Rita Carreón, vice president for health at UnidosUS in Washington, D.C., notes that in many U.S. Latino communities her group works with, lay people who have been trained as community health workers — promotoras de salud – are trusted and already helping to dispel misinformation and misconceptions about COVID-19 and the vaccine needed to fight it.

"They live in the community and relate to the community in terms of language and experiences," Carreón says.

Some communities have built the infrastructure for vaccine education over the past 10 months by already going beyond standard messaging. The Bay Area Regional Health Inequities Initiative, for example, based in Oakland, Calif., is a consortium of eleven local health departments in the culturally and racially diverse region who are working with more than 200 community partner organizations to focus on health and economic opportunity.

"BARHII was formed to address the durable, decade-wide gap in life expectancy that exists between communities in the Bay Area," explains Melissa Jones, executive director of the organization.

"That gap is the result of systemic factors, not individual choices," she says, "so BARHII and our members focus on systemic solutions: safe and secure housing, universal basic income, medical bias, well-paying jobs for all residents, and climate resilience in the face of extreme heat and wildfires."

The COVID-19 pandemic, she says, "has been a sobering demonstration of how Black and brown communities in particular are excluded from economic and social supports, and how centering their needs and concerns is essential in maintaining public health."

The standard CDC guidance to isolate in your own room and bathroom if you have COVID-19 symptoms won't work if your home is small and crowded, notes Jones, or if you are an essential worker living paycheck to paycheck or self-employed, so don't get sick-pay — or if you don't have a home.

In neighborhoods that are largely Latino, BARHII's member health departments hired Spanish speaking community workers to get the word out, Jones says, rather than have case workers speak through a translator.

That helped them gain enough trust so that many community members who were asked to isolate themselves after contracting the virus or enter quarantine because they were exposed accepted the agency's help in finding temporary housing, food, and economic relief to make up for lost wages for that period.

All those interventions help stop the spread of the virus — and stop the pandemic.

"Spanish speakers," Jones says, "use correct idioms, may know the person they are working with from the community, and understand specific fears — such as worries that filling out forms for the vaccine could risk deportation for themselves if they are undocumented or for undocumented family members living with them."
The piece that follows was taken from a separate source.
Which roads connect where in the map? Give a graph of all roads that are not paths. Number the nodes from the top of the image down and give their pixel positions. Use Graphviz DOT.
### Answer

McDougle and others note that while resistance to immunization must be addressed, most people all across the U.S. are actually eager to be vaccinated — and help stop the pandemic.
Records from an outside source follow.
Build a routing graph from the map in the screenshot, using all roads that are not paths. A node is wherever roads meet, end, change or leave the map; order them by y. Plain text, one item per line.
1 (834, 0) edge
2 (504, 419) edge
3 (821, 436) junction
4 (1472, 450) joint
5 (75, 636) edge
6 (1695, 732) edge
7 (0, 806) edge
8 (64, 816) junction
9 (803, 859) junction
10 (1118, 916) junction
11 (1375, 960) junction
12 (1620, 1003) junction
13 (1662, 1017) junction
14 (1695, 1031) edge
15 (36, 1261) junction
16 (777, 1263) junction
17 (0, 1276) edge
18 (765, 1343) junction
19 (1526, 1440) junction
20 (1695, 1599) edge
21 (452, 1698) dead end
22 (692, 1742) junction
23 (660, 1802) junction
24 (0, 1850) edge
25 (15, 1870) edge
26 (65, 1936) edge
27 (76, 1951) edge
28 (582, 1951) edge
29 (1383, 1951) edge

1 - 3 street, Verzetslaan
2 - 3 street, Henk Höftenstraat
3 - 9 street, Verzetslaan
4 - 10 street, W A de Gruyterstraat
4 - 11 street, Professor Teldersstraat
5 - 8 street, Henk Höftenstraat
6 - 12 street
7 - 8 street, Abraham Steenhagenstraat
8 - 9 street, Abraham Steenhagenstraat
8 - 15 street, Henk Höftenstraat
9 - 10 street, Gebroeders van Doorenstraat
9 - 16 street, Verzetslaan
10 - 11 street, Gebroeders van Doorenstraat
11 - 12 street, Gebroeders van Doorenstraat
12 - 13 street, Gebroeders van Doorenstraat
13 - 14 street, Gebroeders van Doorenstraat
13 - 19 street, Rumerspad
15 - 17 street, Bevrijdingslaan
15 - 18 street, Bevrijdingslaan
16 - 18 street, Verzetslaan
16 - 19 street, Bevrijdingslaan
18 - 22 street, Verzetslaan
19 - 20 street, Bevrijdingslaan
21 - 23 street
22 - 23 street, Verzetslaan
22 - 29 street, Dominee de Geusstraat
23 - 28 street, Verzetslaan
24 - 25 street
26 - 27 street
"We know many in our community already have their sleeves rolled up," he says, and it can feel patronizing for anyone to assume otherwise.

Avrohom Weinstock, the chief of staff of Agudath Israel of America, an Orthodox Jewish umbrella group, says the ultraorthodox community "has always cared deeply about health — whether it is forming and managing Hatzalah, a massive volunteer ambulance corps, or emerging as the largest donors of [convalescent] plasma, which has been used to treat the virus."

In early October, for example, says Weinstock, the organization helped give out 400,000 masks in the New York City area, and they were all gone within hours.

"The community has a lot of questions about the vaccine, based on a great deal of reading and community discussion. This is all very new," says Weinstock. "But if their own doctors can assure them it's safe and effective, then they are as motivated as any other group to be vaccinated and put the pandemic behind us."

Perhaps not surprisingly there is one trusted messenger in the U.S. who, community health leaders say, crosses many constituencies. Unsolicited, both the NMA's McDougle and Unidos' Carreón invoke the name of Anthony Fauci — director of the National Institute of Allergy and Infectious Diseases and newly appointed chief medical adviser to President-elect Biden — as someone deeply trusted in their communities.